1. A plural-and-connected approach
Our plural-and-connected approach (objective 1) builds on three key notions: plural sustainability
hi/stories (our research object), connected histories and transregional sustainability politics (our
analytical concepts).
1a. The research object: plural sustainability hi/stories
We engage with sustainability history to clarify the three constituent terms of plural sustainability
hi/stories. Concerning hi/stories, we take the lead from sustainability historians who study regional or
global sustainability narratives (cf. Grober 2012; Caradonna 2014; Warde 2018; Schleper 2019). SOY
STORIES studies historical actors’ narratives, which we refer to as hi/stories (cf. van der Vleuten & de
Hoop, 2022). Inspired by (critical) historical discourse analysis, we investigate such narratives’ historical
context, characters and events, emplotments, and temporal dynamics (Achugar 2017; Knudsen, &
Gram-Skjoldager 2014; Flowerdew 2012).
Concerning plural hi/stories: Historical actors articulate their regions’ key challenges and whether
regions can sustain themselves in diverse and conflicting ways (Warde 2018). SOY STORIES therefore
takes the lead from recent sustainability history inspired by Warde (2018) which denaturalizes and
politicizes sustainability narratives by researching the multiple and potentially conflicting narratives
that diverse actors tell about soy-related sustainability challenges (Moss & Weber 2021; Van der
Vleuten & de Hoop 2022).
Finally, concerning plural sustainability hi/stories: The novel field of sustainability history interconnects
the long-standing fields of economic, social, and environmental history (Caradonna 2018). Researching
regional sustainability histories, the field eschews a priori definition of the contested and anachronistic
term ‘sustainability’, which some associate with universalistic, growth-preserving, or neocolonial
ideologies (Bonneuil & Fressoz 2016:20; Elliott et al. 2017:4). SOY STORIES, too, uses ‘sustainability’ as
a sensitizing concept to study historical actors’ entwined economic, social and environmental
narratives (Caradonna 2018) of the endurance, collapse or transformation of livelihoods and
ecosystems (in a variation on Warde 2018: 5), regardless of whether they use the term ‘sustainability’.
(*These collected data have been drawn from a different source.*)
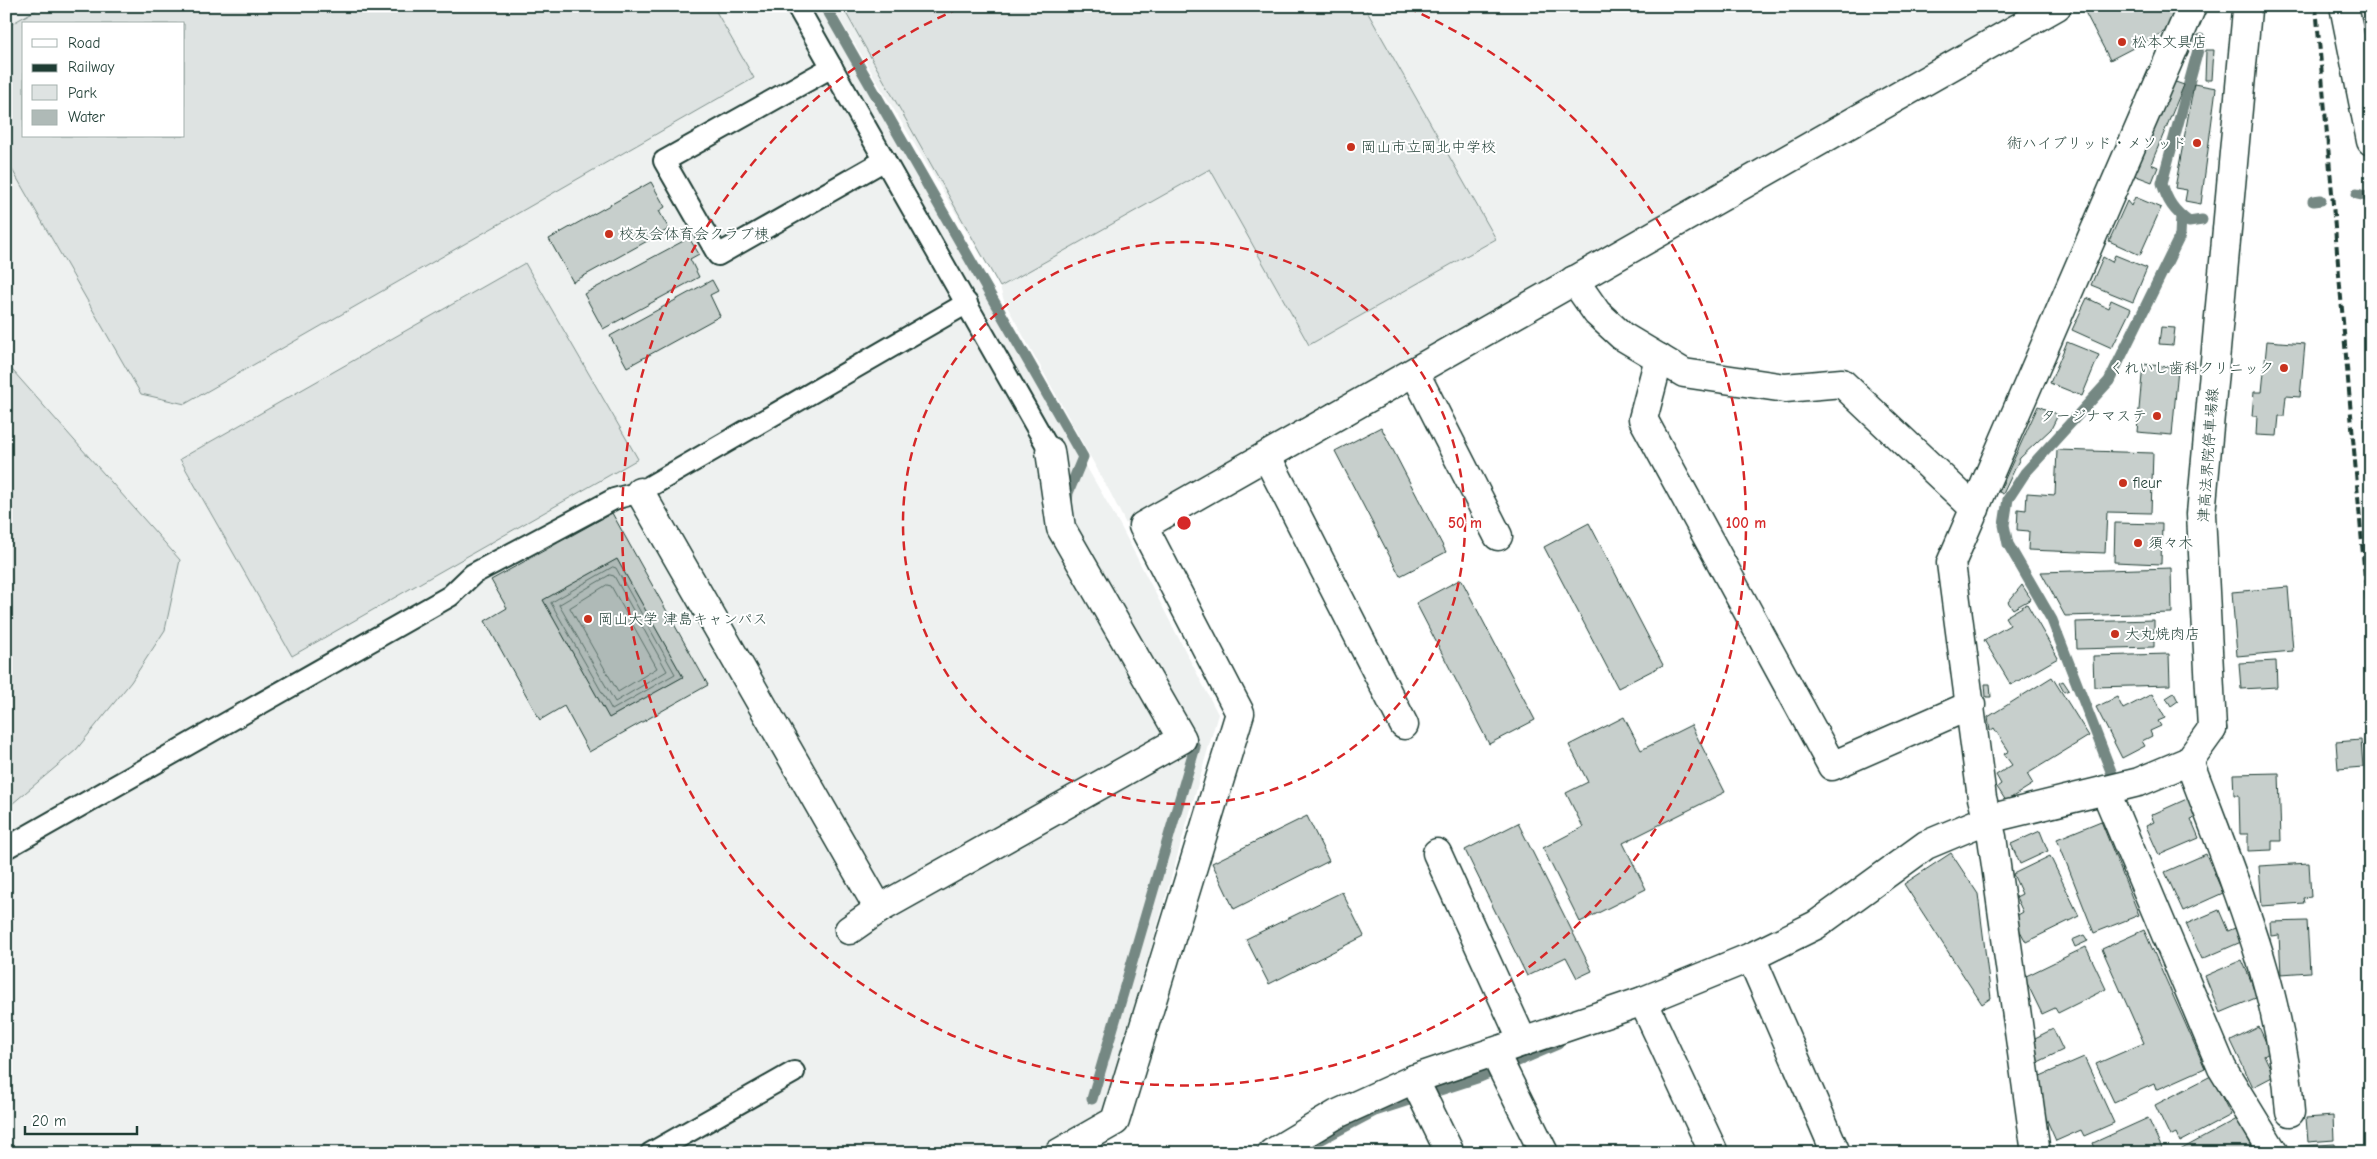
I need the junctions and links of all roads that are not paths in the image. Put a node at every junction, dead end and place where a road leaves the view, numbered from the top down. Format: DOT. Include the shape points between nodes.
graph roads {
  1 [pos="797,6"];
  2 [pos="2057,6"];
  3 [pos="2192,6"];
  4 [pos="2344,6"];
  5 [pos="2248,7"];
  6 [pos="832,67"];
  7 [pos="2371,141"];
  8 [pos="885,160"];
  9 [pos="1574,280"];
  10 [pos="967,303"];
  11 [pos="1659,358"];
  12 [pos="1415,373"];
  13 [pos="1050,451"];
  14 [pos="1267,457"];
  15 [pos="640,492"];
  16 [pos="1975,509"];
  17 [pos="1498,536"];
  18 [pos="1971,705"];
  19 [pos="1404,725"];
  20 [pos="2189,761"];
  21 [pos="2104,790"];
  22 [pos="1988,819"];
  23 [pos="6,848"];
  24 [pos="1436,853"];
  25 [pos="879,909"];
  26 [pos="849,930"];
  27 [pos="1751,956"];
  28 [pos="1644,1001"];
  29 [pos="1523,1042"];
  30 [pos="1499,1063"];
  31 [pos="794,1072"];
  32 [pos="1419,1091"];
  33 [pos="2290,1112"];
  34 [pos="651,1153"];
  35 [pos="1059,1153"];
  36 [pos="1272,1153"];
  37 [pos="1450,1153"];
  38 [pos="1544,1153"];
  39 [pos="1714,1153"];
  40 [pos="1836,1153"];
  41 [pos="2036,1153"];
  42 [pos="2274,1153"];
  1 -- 6 [label="lane"];
  2 -- 9 [label="street"];
  3 -- 16 [label="street"];
  4 -- 7 [label="street"];
  5 -- 20 [label="street, 津高法界院停車場線" via="2201,514 2212,729"];
  6 -- 8 [label="lane"];
  6 -- 8 [label="lane" via="664,161 688,204 718,255"];
  8 -- 10 [label="lane"];
  9 -- 11 [label="street" via="1597,313 1622,336"];
  9 -- 12 [label="street"];
  10 -- 13 [label="lane"];
  10 -- 15 [label="lane"];
  11 -- 16 [label="street" via="1684,373 1785,388 1842,382"];
  11 -- 18 [label="street" via="1643,419 1832,766"];
  12 -- 14 [label="street"];
  12 -- 17 [label="street"];
  13 -- 25 [label="street" via="1060,528 1182,739"];
  14 -- 19 [label="street"];
  14 -- 35 [label="street" via="1143,526 1240,713 1115,1121"];
  15 -- 23 [label="lane" via="614,499 473,574 450,596"];
  15 -- 25 [label="street"];
  16 -- 18 [label="street" via="1952,563"];
  18 -- 22 [label="street" via="1982,798"];
  20 -- 21 [label="street" via="2139,782"];
  20 -- 33 [label="street" via="2257,944 2287,1072"];
  21 -- 22 [label="street"];
  21 -- 42 [label="street" via="2222,1068"];
  22 -- 27 [label="street" via="1926,845 1816,925"];
  22 -- 41 [label="street"];
  24 -- 29 [label="street"];
  25 -- 26 [label="street"];
  27 -- 28 [label="street"];
  27 -- 40 [label="street"];
  28 -- 29 [label="street"];
  28 -- 39 [label="street"];
  29 -- 30 [label="street"];
  30 -- 32 [label="street"];
  30 -- 38 [label="street"];
  31 -- 34 [label="lane"];
  32 -- 36 [label="street" via="1337,1114"];
  32 -- 37 [label="street"];
}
Given these considerations, SOY STORIES starts out by identifying and contrasting diverse historical
actors’ sustainability hi/stories within Dutch and Brazilian regions (see research question 1a).
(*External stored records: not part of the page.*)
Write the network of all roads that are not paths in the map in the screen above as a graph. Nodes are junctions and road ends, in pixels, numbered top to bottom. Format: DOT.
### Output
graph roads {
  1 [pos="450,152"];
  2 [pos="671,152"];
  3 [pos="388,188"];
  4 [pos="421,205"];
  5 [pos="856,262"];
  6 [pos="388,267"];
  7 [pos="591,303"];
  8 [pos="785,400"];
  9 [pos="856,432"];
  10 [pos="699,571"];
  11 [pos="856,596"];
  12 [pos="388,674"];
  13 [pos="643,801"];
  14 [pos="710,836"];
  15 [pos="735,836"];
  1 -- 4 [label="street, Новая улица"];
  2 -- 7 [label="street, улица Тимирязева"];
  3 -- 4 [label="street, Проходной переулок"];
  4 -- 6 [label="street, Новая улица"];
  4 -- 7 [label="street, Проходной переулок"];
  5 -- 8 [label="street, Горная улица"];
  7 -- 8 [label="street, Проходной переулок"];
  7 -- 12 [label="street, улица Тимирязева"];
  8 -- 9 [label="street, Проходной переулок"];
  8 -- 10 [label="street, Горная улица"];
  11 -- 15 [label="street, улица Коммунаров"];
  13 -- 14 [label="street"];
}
1b. Analysing sustainability hi/stories as connected histories
Next, SOY STORIES analyses how sustainability hi/stories on both sides of the Atlantic were
interconnected. SOY STORIES takes a relational historiographical approach, as developed in both global
and transnational history (Epple 2018) and global environmental history (O’Gorman & Gaynor 2020),
which studies the specificity and diversity of interrelated regional histories. This is distinctly different
from a history of relations, which traditionally focussed on the relations between entities, and which
tends to study diverse histories across the globe from the perspective of a common logic (e.g.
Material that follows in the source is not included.